Por supuesto que hay historias muy felices, maravillosas, las he conocido y algunas de esas las hemos contado en Efecto Cocuyo. Pero para llevar una vida con buen rumbo, fuera de tu país hay que tomar la decisión de ser inmigrante y como les dije, yo aún no la he tomado.

Más razones para volver

Cuando en enero de este año me vine a Nueva York me movió la intención de aprender lo más que pudiera del programa de emprendimiento que ofrece la escuela de posgrado de Periodismo de la City University of New York. Una de las razones por la que fui seleccionada para este programa fue mi participación en nuestro emprendimiento periodístico Efecto Cocuyo, que nació en enero de 2015 y ya ha ido dando frutos.

Formo pAs sEarte de un proyecto en el que un equipo maravilloso está metiendo el pecho. Y eso me da muchísimo ánimo. La alegría, el compromiso, la perseverancia de los jóvenes y no tan jóvenes periodistas me llenan de esperanzas.

Mi decisión de volver está muy vinculada a mi visión de la vida. Soy existencialista y sé que no es mucho el tiempo que se nos concede para hacer los sueños realidad. Y uno de mis sueños es contribuir, desde mi espacio, en la construcción de un sistema de medios innovador, disruptivo y sobre todo democrático. Esta es la mejor oportunidad para hacerlo en Venezuela.

¿Puede ese proyecto avanzar sin mí? Por supuesto, no creo en hacerme imprescindible.

¿Puedo yo estar feliz sin ese proyecto?

No lo sé. Ahora lo veo como un hijo y una nunca se divorcia de los hijos, por más distancia que haya.

Habrá quien piense. ¿Y cómo se les ocurre sembrar en esta época?

Pues en esta época es cuando se necesita miles de luces que puedan aportar información sobre lo que pasa en Venezuela. Sin ánimo de heroicidad. Hay muchos periodistas haciendo lo que tienen que hacer. Y desde afuera, yo que no suelo ser muy pródiga en halagos, los admiro mucho más, por las herramientas que han ido desarrollando, por sus capacidades para enfrentar un ambiente tan hostil para las libertades.

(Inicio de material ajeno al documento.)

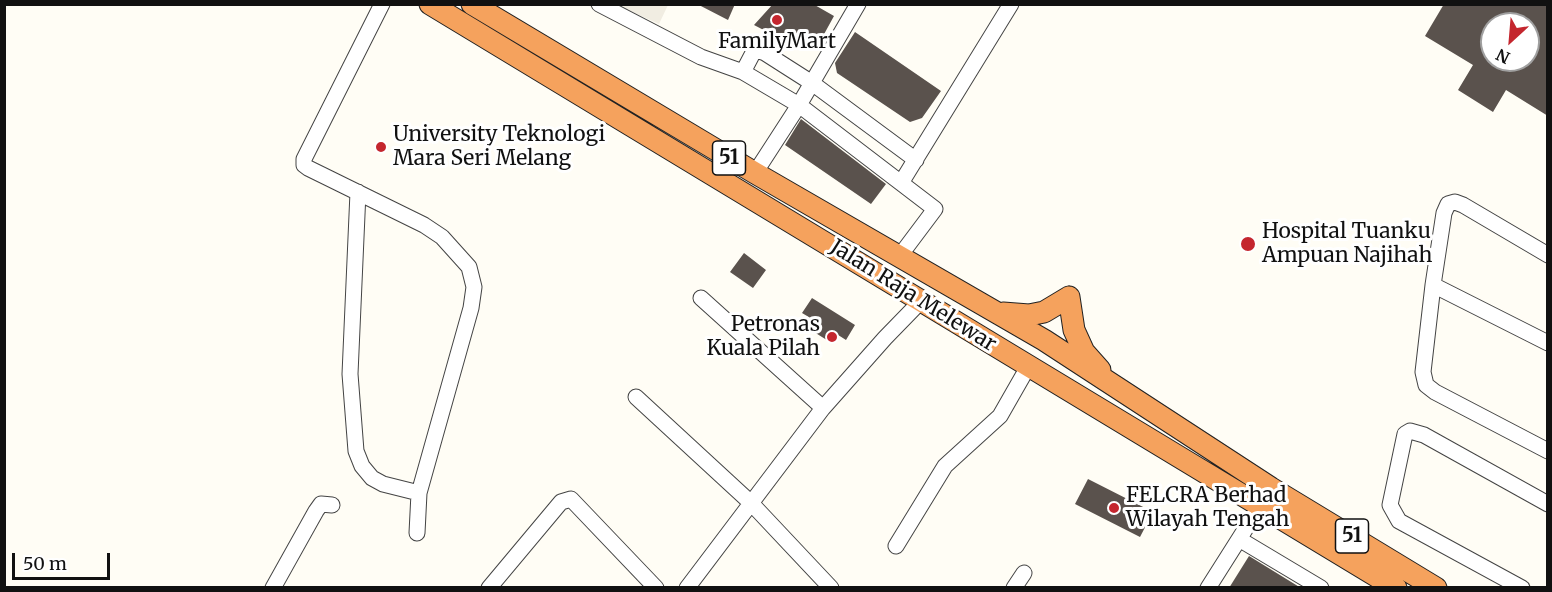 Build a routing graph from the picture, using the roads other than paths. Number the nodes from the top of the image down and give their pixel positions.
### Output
1 (382, 4) edge
2 (472, 4) edge
3 (599, 4) edge
4 (858, 4) edge
5 (1011, 4) edge
6 (440, 8) edge
7 (743, 72) junction
8 (812, 84) junction
9 (799, 105) junction
10 (916, 160) junction
11 (754, 173) junction
12 (901, 183) junction
13 (358, 192) junction
14 (1548, 255) edge
15 (899, 256) junction
16 (1433, 285) junction
17 (701, 298) dead end
18 (921, 301) junction
19 (988, 308) junction
20 (1548, 343) edge
21 (1028, 367) junction
22 (1119, 390) junction
23 (636, 397) dead end
24 (823, 408) junction
25 (1548, 451) edge
26 (419, 493) junction
27 (1265, 497) junction
28 (751, 503) junction
29 (1548, 504) edge
30 (332, 505) dead end
31 (417, 533) dead end
32 (1239, 539) junction
33 (896, 546) dead end
34 (1024, 573) dead end
35 (1433, 587) edge
36 (273, 588) edge
37 (489, 588) edge
38 (656, 588) edge
39 (687, 588) edge
40 (831, 588) edge
41 (1014, 588) edge
42 (1208, 588) edge
43 (1321, 588) edge
44 (1396, 588) edge
45 (1522, 588) edge

1 - 13 street
2 - 11 highway, Jalan Raja Melewar / 51
3 - 7 street
4 - 8 street
5 - 10 street
6 - 18 highway, Jalan Raja Melewar / 51
7 - 8 street
7 - 9 street
8 - 9 street
8 - 10 street
9 - 11 street
9 - 12 street
10 - 12 street
11 - 15 highway, Jalan Raja Melewar / 51
12 - 15 street
13 - 26 street
13 - 26 street
14 - 16 street
15 - 19 highway, Jalan Raja Melewar / 51
16 - 20 street
16 - 25 street
17 - 24 street
18 - 21 highway, Jalan Raja Melewar / 51
18 - 24 street
19 - 22 highway, Jalan Raja Melewar / 51
19 - 22 highway
21 - 27 highway, Jalan Raja Melewar / 51
21 - 33 street
22 - 27 highway, Jalan Raja Melewar / 51
23 - 28 street
24 - 28 street
26 - 31 street
27 - 32 street
27 - 35 highway, Jalan Raja Melewar / 51
27 - 44 highway, Jalan Raja Melewar / 51
28 - 39 street
28 - 40 street
29 - 45 street
30 - 36 street
32 - 42 street
32 - 43 street
34 - 41 street
37 - 38 street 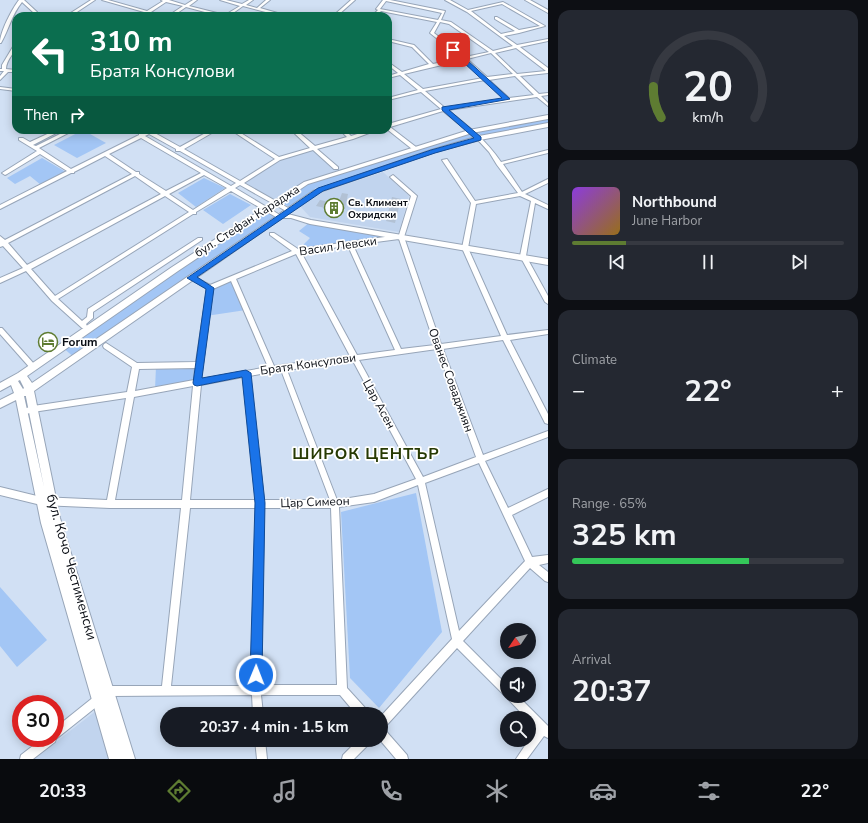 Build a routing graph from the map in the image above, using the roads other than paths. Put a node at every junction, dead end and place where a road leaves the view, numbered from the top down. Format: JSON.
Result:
{"nodes":[{"id":1,"x":22,"y":0,"type":"edge"},
{"id":2,"x":93,"y":0,"type":"edge"},
{"id":3,"x":104,"y":0,"type":"edge"},
{"id":4,"x":165,"y":0,"type":"edge"},
{"id":5,"x":194,"y":0,"type":"edge"},
{"id":6,"x":222,"y":0,"type":"edge"},
{"id":7,"x":251,"y":0,"type":"edge"},
{"id":8,"x":268,"y":0,"type":"edge"},
{"id":9,"x":352,"y":0,"type":"edge"},
{"id":10,"x":385,"y":0,"type":"edge"},
{"id":11,"x":447,"y":0,"type":"edge"},
{"id":12,"x":489,"y":0,"type":"edge"},
{"id":13,"x":527,"y":0,"type":"edge"},
{"id":14,"x":533,"y":0,"type":"edge"},
{"id":15,"x":114,"y":1,"type":"edge"},
{"id":16,"x":502,"y":3,"type":"junction"},
{"id":17,"x":242,"y":5,"type":"junction"},
{"id":18,"x":185,"y":6,"type":"junction"},
{"id":19,"x":548,"y":8,"type":"edge"},
{"id":20,"x":257,"y":9,"type":"junction"},
{"id":21,"x":380,"y":10,"type":"joint"},
{"id":22,"x":468,"y":11,"type":"junction"},
{"id":23,"x":12,"y":12,"type":"edge"},
{"id":24,"x":35,"y":12,"type":"edge"},
{"id":25,"x":74,"y":12,"type":"edge"},
{"id":26,"x":148,"y":12,"type":"joint"},
{"id":27,"x":176,"y":12,"type":"edge"},
{"id":28,"x":209,"y":12,"type":"edge"},
{"id":29,"x":231,"y":12,"type":"edge"},
{"id":30,"x":269,"y":12,"type":"edge"},
{"id":31,"x":339,"y":12,"type":"edge"},
{"id":32,"x":391,"y":12,"type":"edge"},
{"id":33,"x":392,"y":12,"type":"edge"},
{"id":34,"x":548,"y":12,"type":"edge"},
{"id":35,"x":12,"y":15,"type":"edge"},
{"id":36,"x":496,"y":18,"type":"dead end"},
{"id":37,"x":440,"y":21,"type":"junction"},
{"id":38,"x":519,"y":32,"type":"junction"},
{"id":39,"x":501,"y":35,"type":"junction"},
{"id":40,"x":392,"y":41,"type":"edge"},
{"id":41,"x":548,"y":41,"type":"edge"},
{"id":42,"x":0,"y":42,"type":"edge"},
{"id":43,"x":516,"y":47,"type":"junction"},
{"id":44,"x":12,"y":52,"type":"edge"},
{"id":45,"x":492,"y":52,"type":"junction"},
{"id":46,"x":464,"y":58,"type":"junction"},
{"id":47,"x":432,"y":65,"type":"junction"},
{"id":48,"x":392,"y":66,"type":"edge"},
{"id":49,"x":4,"y":70,"type":"edge"},
{"id":50,"x":548,"y":71,"type":"edge"},
{"id":51,"x":401,"y":73,"type":"junction"},
{"id":52,"x":516,"y":74,"type":"junction"},
{"id":53,"x":392,"y":76,"type":"edge"},
{"id":54,"x":0,"y":79,"type":"edge"},
{"id":55,"x":487,"y":80,"type":"junction"},
{"id":56,"x":0,"y":88,"type":"edge"},
{"id":57,"x":12,"y":90,"type":"edge"},
{"id":58,"x":422,"y":90,"type":"junction"},
{"id":59,"x":548,"y":94,"type":"edge"},
{"id":60,"x":536,"y":95,"type":"junction"},
{"id":61,"x":392,"y":98,"type":"edge"},
{"id":62,"x":507,"y":99,"type":"junction"},
{"id":63,"x":548,"y":105,"type":"edge"},
{"id":64,"x":444,"y":109,"type":"junction"},
{"id":65,"x":548,"y":116,"type":"edge"},
{"id":66,"x":548,"y":125,"type":"edge"},
{"id":67,"x":392,"y":126,"type":"edge"},
{"id":68,"x":392,"y":130,"type":"edge"},
{"id":69,"x":471,"y":131,"type":"junction"},
{"id":70,"x":53,"y":134,"type":"edge"},
{"id":71,"x":62,"y":134,"type":"edge"},
{"id":72,"x":146,"y":134,"type":"edge"},
{"id":73,"x":157,"y":134,"type":"edge"},
{"id":74,"x":207,"y":134,"type":"edge"},
{"id":75,"x":239,"y":134,"type":"edge"},
{"id":76,"x":297,"y":134,"type":"edge"},
{"id":77,"x":346,"y":134,"type":"edge"},
{"id":78,"x":363,"y":134,"type":"edge"},
{"id":79,"x":142,"y":136,"type":"junction"},
{"id":80,"x":351,"y":138,"type":"junction"},
{"id":81,"x":479,"y":138,"type":"junction"},
{"id":82,"x":21,"y":139,"type":"dead end"},
{"id":83,"x":33,"y":146,"type":"junction"},
{"id":84,"x":411,"y":146,"type":"junction"},
{"id":85,"x":180,"y":149,"type":"junction"},
{"id":86,"x":314,"y":149,"type":"junction"},
{"id":87,"x":42,"y":151,"type":"junction"},
{"id":88,"x":548,"y":151,"type":"edge"},
{"id":89,"x":106,"y":154,"type":"junction"},
{"id":90,"x":171,"y":154,"type":"junction"},
{"id":91,"x":278,"y":159,"type":"junction"},
{"id":92,"x":445,"y":160,"type":"dead end"},
{"id":93,"x":499,"y":164,"type":"junction"},
{"id":94,"x":336,"y":168,"type":"dead end"},
{"id":95,"x":72,"y":172,"type":"junction"},
{"id":96,"x":5,"y":173,"type":"dead end"},
{"id":97,"x":137,"y":173,"type":"junction"},
{"id":98,"x":204,"y":173,"type":"junction"},
{"id":99,"x":393,"y":177,"type":"dead end"},
{"id":100,"x":548,"y":181,"type":"edge"},
{"id":101,"x":241,"y":183,"type":"junction"},
{"id":102,"x":232,"y":189,"type":"junction"},
{"id":103,"x":167,"y":194,"type":"junction"},
{"id":104,"x":521,"y":194,"type":"junction"},
{"id":105,"x":534,"y":200,"type":"junction"},
{"id":106,"x":276,"y":203,"type":"junction"},
{"id":107,"x":474,"y":203,"type":"junction"},
{"id":108,"x":0,"y":207,"type":"edge"},
{"id":109,"x":548,"y":207,"type":"edge"},
{"id":110,"x":266,"y":209,"type":"junction"},
{"id":111,"x":194,"y":213,"type":"junction"},
{"id":112,"x":290,"y":213,"type":"junction"},
{"id":113,"x":278,"y":216,"type":"junction"},
{"id":114,"x":272,"y":234,"type":"dead end"},
{"id":115,"x":401,"y":237,"type":"junction"},
{"id":116,"x":200,"y":239,"type":"dead end"},
{"id":117,"x":1,"y":242,"type":"edge"},
{"id":118,"x":350,"y":244,"type":"junction"},
{"id":119,"x":465,"y":248,"type":"junction"},
{"id":120,"x":297,"y":251,"type":"junction"},
{"id":121,"x":523,"y":256,"type":"junction"},
{"id":122,"x":548,"y":262,"type":"edge"},
{"id":123,"x":160,"y":266,"type":"junction"},
{"id":124,"x":27,"y":268,"type":"junction"},
{"id":125,"x":175,"y":269,"type":"junction"},
{"id":126,"x":190,"y":278,"type":"junction"},
{"id":127,"x":233,"y":280,"type":"junction"},
{"id":128,"x":0,"y":281,"type":"edge"},
{"id":129,"x":210,"y":288,"type":"junction"},
{"id":130,"x":54,"y":299,"type":"junction"},
{"id":131,"x":548,"y":302,"type":"edge"},
{"id":132,"x":0,"y":330,"type":"edge"},
{"id":133,"x":548,"y":332,"type":"edge"},
{"id":134,"x":506,"y":337,"type":"junction"},
{"id":135,"x":106,"y":346,"type":"dead end"},
{"id":136,"x":439,"y":347,"type":"junction"},
{"id":137,"x":399,"y":351,"type":"junction"},
{"id":138,"x":354,"y":358,"type":"junction"},
{"id":139,"x":198,"y":365,"type":"junction"},
{"id":140,"x":136,"y":366,"type":"junction"},
{"id":141,"x":32,"y":367,"type":"junction"},
{"id":142,"x":283,"y":368,"type":"junction"},
{"id":143,"x":272,"y":369,"type":"junction"},
{"id":144,"x":246,"y":373,"type":"junction"},
{"id":145,"x":21,"y":375,"type":"junction"},
{"id":146,"x":12,"y":380,"type":"junction"},
{"id":147,"x":197,"y":383,"type":"junction"},
{"id":148,"x":0,"y":387,"type":"edge"},
{"id":149,"x":24,"y":393,"type":"junction"},
{"id":150,"x":130,"y":395,"type":"junction"},
{"id":151,"x":0,"y":404,"type":"edge"},
{"id":152,"x":28,"y":410,"type":"junction"},
{"id":153,"x":548,"y":421,"type":"edge"},
{"id":154,"x":548,"y":434,"type":"edge"},
{"id":155,"x":480,"y":458,"type":"junction"},
{"id":156,"x":421,"y":481,"type":"junction"},
{"id":157,"x":0,"y":491,"type":"edge"},
{"id":158,"x":548,"y":494,"type":"edge"},
{"id":159,"x":46,"y":501,"type":"junction"},
{"id":160,"x":186,"y":503,"type":"junction"},
{"id":161,"x":260,"y":503,"type":"junction"},
{"id":162,"x":110,"y":504,"type":"junction"},
{"id":163,"x":335,"y":504,"type":"junction"},
{"id":164,"x":507,"y":513,"type":"junction"},
{"id":165,"x":548,"y":559,"type":"edge"},
{"id":166,"x":530,"y":562,"type":"junction"},
{"id":167,"x":548,"y":578,"type":"edge"},
{"id":168,"x":457,"y":642,"type":"junction"},
{"id":169,"x":500,"y":685,"type":"edge"},
{"id":170,"x":166,"y":690,"type":"junction"},
{"id":171,"x":256,"y":690,"type":"junction"},
{"id":172,"x":342,"y":690,"type":"junction"},
{"id":173,"x":104,"y":695,"type":"junction"},
{"id":174,"x":518,"y":703,"type":"edge"},
{"id":175,"x":257,"y":707,"type":"edge"},
{"id":176,"x":357,"y":707,"type":"edge"},
{"id":177,"x":388,"y":716,"type":"edge"},
{"id":178,"x":64,"y":727,"type":"edge"},
{"id":179,"x":545,"y":731,"type":"edge"},
{"id":180,"x":388,"y":742,"type":"edge"},
{"id":181,"x":40,"y":747,"type":"edge"},
{"id":182,"x":261,"y":747,"type":"edge"},
{"id":183,"x":358,"y":747,"type":"edge"},
{"id":184,"x":25,"y":759,"type":"edge"},
{"id":185,"x":116,"y":759,"type":"edge"},
{"id":186,"x":128,"y":759,"type":"edge"},
{"id":187,"x":262,"y":759,"type":"edge"},
{"id":188,"x":347,"y":759,"type":"edge"},
{"id":189,"x":402,"y":759,"type":"edge"},
{"id":190,"x":521,"y":759,"type":"edge"}],
"edges":[{"from":1,"to":23,"type":"street"},
{"from":1,"to":24,"type":"street"},
{"from":2,"to":25,"type":"street"},
{"from":3,"to":15,"type":"street"},
{"from":4,"to":18,"type":"street"},
{"from":4,"to":26,"type":"street"},
{"from":5,"to":18,"type":"street"},
{"from":6,"to":17,"type":"street"},
{"from":7,"to":17,"type":"street"},
{"from":8,"to":20,"type":"street"},
{"from":9,"to":31,"type":"street"},
{"from":10,"to":21,"type":"street"},
{"from":10,"to":37,"type":"street"},
{"from":11,"to":22,"type":"street"},
{"from":12,"to":16,"type":"street"},
{"from":13,"to":34,"type":"street"},
{"from":14,"to":19,"type":"street"},
{"from":15,"to":26,"type":"street"},
{"from":16,"to":22,"type":"street"},
{"from":16,"to":38,"type":"street"},
{"from":17,"to":20,"type":"street"},
{"from":17,"to":29,"type":"street"},
{"from":18,"to":27,"type":"street"},
{"from":18,"to":28,"type":"street"},
{"from":20,"to":30,"type":"street"},
{"from":21,"to":32,"type":"street"},
{"from":22,"to":39,"type":"street"},
{"from":33,"to":37,"type":"street"},
{"from":35,"to":42,"type":"street"},
{"from":36,"to":38,"type":"street"},
{"from":37,"to":45,"type":"street"},
{"from":37,"to":46,"type":"street"},
{"from":38,"to":39,"type":"street"},
{"from":39,"to":43,"type":"street"},
{"from":40,"to":47,"type":"street"},
{"from":41,"to":43,"type":"street"},
{"from":43,"to":45,"type":"street"},
{"from":43,"to":50,"type":"street"},
{"from":44,"to":49,"type":"street"},
{"from":45,"to":46,"type":"street"},
{"from":45,"to":52,"type":"street"},
{"from":46,"to":47,"type":"street"},
{"from":46,"to":55,"type":"street"},
{"from":47,"to":51,"type":"street"},
{"from":48,"to":51,"type":"street"},
{"from":49,"to":54,"type":"street"},
{"from":50,"to":52,"type":"street"},
{"from":51,"to":53,"type":"street"},
{"from":51,"to":58,"type":"street"},
{"from":52,"to":55,"type":"street"},
{"from":52,"to":60,"type":"street"},
{"from":55,"to":58,"type":"street"},
{"from":55,"to":62,"type":"street"},
{"from":56,"to":57,"type":"street"},
{"from":58,"to":61,"type":"street"},
{"from":58,"to":64,"type":"street"},
{"from":59,"to":60,"type":"street"},
{"from":60,"to":62,"type":"street"},
{"from":60,"to":63,"type":"street"},
{"from":62,"to":64,"type":"street"},
{"from":64,"to":67,"type":"street"},
{"from":64,"to":69,"type":"street"},
{"from":65,"to":69,"type":"street","name":"бул. Стефан Караджа"},
{"from":66,"to":81,"type":"street","name":"бул. Стефан Караджа"},
{"from":68,"to":84,"type":"street"},
{"from":69,"to":81,"type":"street"},
{"from":69,"to":84,"type":"street","name":"бул. Стефан Караджа"},
{"from":70,"to":83,"type":"street"},
{"from":71,"to":83,"type":"street"},
{"from":72,"to":79,"type":"street"},
{"from":73,"to":85,"type":"street"},
{"from":74,"to":85,"type":"street"},
{"from":75,"to":91,"type":"street"},
{"from":76,"to":86,"type":"street"},
{"from":77,"to":80,"type":"street"},
{"from":78,"to":80,"type":"street"},
{"from":79,"to":89,"type":"street"},
{"from":79,"to":90,"type":"street"},
{"from":80,"to":86,"type":"street"},
{"from":81,"to":93,"type":"street"},
{"from":81,"to":112,"type":"street","name":"бул. Стефан Караджа"},
{"from":82,"to":83,"type":"street"},
{"from":83,"to":87,"type":"street"},
{"from":84,"to":106,"type":"street","name":"бул. Стефан Караджа"},
{"from":85,"to":90,"type":"street"},
{"from":85,"to":101,"type":"street"},
{"from":86,"to":91,"type":"street"},
{"from":86,"to":94,"type":"street"},
{"from":87,"to":95,"type":"street"},
{"from":87,"to":96,"type":"street"},
{"from":88,"to":93,"type":"street"},
{"from":89,"to":95,"type":"street"},
{"from":89,"to":97,"type":"street"},
{"from":90,"to":98,"type":"street"},
{"from":91,"to":101,"type":"street"},
{"from":92,"to":107,"type":"street"},
{"from":93,"to":104,"type":"street"},
{"from":95,"to":108,"type":"street"},
{"from":97,"to":103,"type":"street"},
{"from":97,"to":117,"type":"street"},
{"from":98,"to":102,"type":"street"},
{"from":98,"to":103,"type":"street"},
{"from":99,"to":115,"type":"street"},
{"from":100,"to":104,"type":"street"},
{"from":101,"to":102,"type":"street"},
{"from":101,"to":106,"type":"street"},
{"from":102,"to":110,"type":"street"},
{"from":102,"to":111,"type":"street"},
{"from":103,"to":111,"type":"street"},
{"from":103,"to":124,"type":"street"},
{"from":104,"to":105,"type":"street"},
{"from":104,"to":107,"type":"street"},
{"from":105,"to":109,"type":"street"},
{"from":105,"to":121,"type":"street"},
{"from":106,"to":110,"type":"street","name":"бул. Стефан Караджа"},
{"from":106,"to":112,"type":"street"},
{"from":107,"to":119,"type":"street"},
{"from":110,"to":113,"type":"street"},
{"from":110,"to":125,"type":"street","name":"бул. Стефан Караджа"},
{"from":111,"to":130,"type":"street"},
{"from":112,"to":113,"type":"street","name":"бул. Стефан Караджа"},
{"from":112,"to":115,"type":"street","name":"Васил Левски"},
{"from":113,"to":126,"type":"street","name":"бул. Стефан Караджа"},
{"from":114,"to":120,"type":"street","name":"Цар Асен"},
{"from":115,"to":118,"type":"street","name":"Васил Левски"},
{"from":115,"to":119,"type":"street","name":"Васил Левски"},
{"from":115,"to":136,"type":"street","name":"Ованес Соваджиян"},
{"from":116,"to":123,"type":"street"},
{"from":117,"to":124,"type":"street"},
{"from":118,"to":120,"type":"street","name":"Васил Левски"},
{"from":118,"to":137,"type":"street"},
{"from":119,"to":121,"type":"street","name":"Васил Левски"},
{"from":119,"to":134,"type":"street"},
{"from":120,"to":127,"type":"street","name":"Васил Левски"},
{"from":120,"to":138,"type":"street","name":"Цар Асен"},
{"from":121,"to":122,"type":"street","name":"Васил Левски"},
{"from":121,"to":131,"type":"street"},
{"from":123,"to":125,"type":"street"},
{"from":123,"to":130,"type":"street"},
{"from":124,"to":128,"type":"street"},
{"from":124,"to":130,"type":"street"},
{"from":125,"to":141,"type":"street","name":"бул. Стефан Караджа"},
{"from":126,"to":129,"type":"street"},
{"from":126,"to":149,"type":"street","name":"бул. Стефан Караджа"},
{"from":127,"to":129,"type":"street","name":"Васил Левски"},
{"from":127,"to":143,"type":"street"},
{"from":129,"to":139,"type":"street"},
{"from":132,"to":141,"type":"street"},
{"from":133,"to":134,"type":"street","name":"Братя Консулови"},
{"from":134,"to":136,"type":"street","name":"Братя Консулови"},
{"from":134,"to":153,"type":"street"},
{"from":135,"to":140,"type":"street"},
{"from":136,"to":137,"type":"street","name":"Братя Консулови"},
{"from":136,"to":155,"type":"street","name":"Ованес Соваджиян"},
{"from":137,"to":138,"type":"street","name":"Братя Консулови"},
{"from":138,"to":142,"type":"street","name":"Братя Консулови"},
{"from":138,"to":156,"type":"street","name":"Цар Асен"},
{"from":139,"to":140,"type":"street"},
{"from":139,"to":147,"type":"street"},
{"from":140,"to":150,"type":"street"},
{"from":141,"to":145,"type":"street","name":"бул. Стефан Караджа"},
{"from":142,"to":143,"type":"street","name":"Братя Консулови"},
{"from":142,"to":163,"type":"street"},
{"from":143,"to":144,"type":"street","name":"Братя Консулови"},
{"from":144,"to":147,"type":"street","name":"Братя Консулови"},
{"from":144,"to":161,"type":"street"},
{"from":145,"to":146,"type":"street","name":"бул. Стефан Караджа"},
{"from":145,"to":149,"type":"street","name":"бул. Кочо Честименски"},
{"from":146,"to":148,"type":"street","name":"бул. Стефан Караджа"},
{"from":146,"to":149,"type":"street","name":"бул. Кочо Честименски"},
{"from":147,"to":150,"type":"street","name":"Братя Консулови"},
{"from":147,"to":160,"type":"street"},
{"from":149,"to":151,"type":"street","name":"бул. Стефан Караджа"},
{"from":149,"to":152,"type":"street","name":"бул. Кочо Честименски"},
{"from":150,"to":152,"type":"street","name":"Братя Консулови"},
{"from":150,"to":162,"type":"street"},
{"from":152,"to":159,"type":"street","name":"бул. Кочо Честименски"},
{"from":154,"to":155,"type":"street","name":"Цар Симеон"},
{"from":155,"to":156,"type":"street","name":"Цар Симеон"},
{"from":155,"to":164,"type":"street","name":"Ованес Соваджиян"},
{"from":156,"to":163,"type":"street","name":"Цар Симеон"},
{"from":156,"to":168,"type":"street","name":"Цар Асен"},
{"from":157,"to":159,"type":"street","name":"Цар Симеон"},
{"from":158,"to":164,"type":"street"},
{"from":159,"to":162,"type":"street","name":"Цар Симеон"},
{"from":159,"to":173,"type":"street","name":"бул. Кочо Честименски"},
{"from":160,"to":161,"type":"street","name":"Цар Симеон"},
{"from":160,"to":162,"type":"street","name":"Цар Симеон"},
{"from":160,"to":170,"type":"street"},
{"from":161,"to":163,"type":"street","name":"Цар Симеон"},
{"from":161,"to":171,"type":"street"},
{"from":163,"to":172,"type":"street"},
{"from":164,"to":166,"type":"street","name":"Ованес Соваджиян"},
{"from":165,"to":166,"type":"street"},
{"from":166,"to":167,"type":"street","name":"Ованес Соваджиян"},
{"from":166,"to":168,"type":"street"},
{"from":168,"to":169,"type":"street"},
{"from":168,"to":177,"type":"street"},
{"from":170,"to":171,"type":"street"},
{"from":170,"to":173,"type":"street"},
{"from":171,"to":172,"type":"street"},
{"from":171,"to":175,"type":"street"},
{"from":172,"to":176,"type":"street"},
{"from":173,"to":178,"type":"street"},
{"from":173,"to":185,"type":"street","name":"бул. Кочо Честименски"},
{"from":173,"to":186,"type":"street","name":"бул. Кочо Честименски"},
{"from":174,"to":179,"type":"street"},
{"from":179,"to":190,"type":"street"},
{"from":180,"to":189,"type":"street"},
{"from":181,"to":184,"type":"street"},
{"from":182,"to":187,"type":"street"},
{"from":183,"to":188,"type":"street"}]}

La crisis venezolana no tiene parangón en los últimos 50 años. Cualquier periodista interesado en Latinoamérica sabe que hay miles de historias por contar en nuestro país. Yo quiero seguir contándolas en directo.

No parece muy lógico que quiera volver, pero aún así he decidido hacerlo. Creo que aún tengo reservas para lidiar con una cotidianidad hecha de abusos. Espero que el combustible aguante. Mientras tanto, hago mi maleta. En ella no va mucho. Unas vitaminas para una embarazada, unas libretas Moleskine para seguir escribiendo las historias que suceden en Venezuela, varios desodorantes, champú, toallas sanitarias, condones y pasta dental.

Cuando me vine hace seis meses lo hice a pesar del susto que me daba pasar tanto tiempo fuera y alejada de los míos. Ahora regreso con más mariposas en el estómago, pero convencida de que en este momento, es la mejor decisión.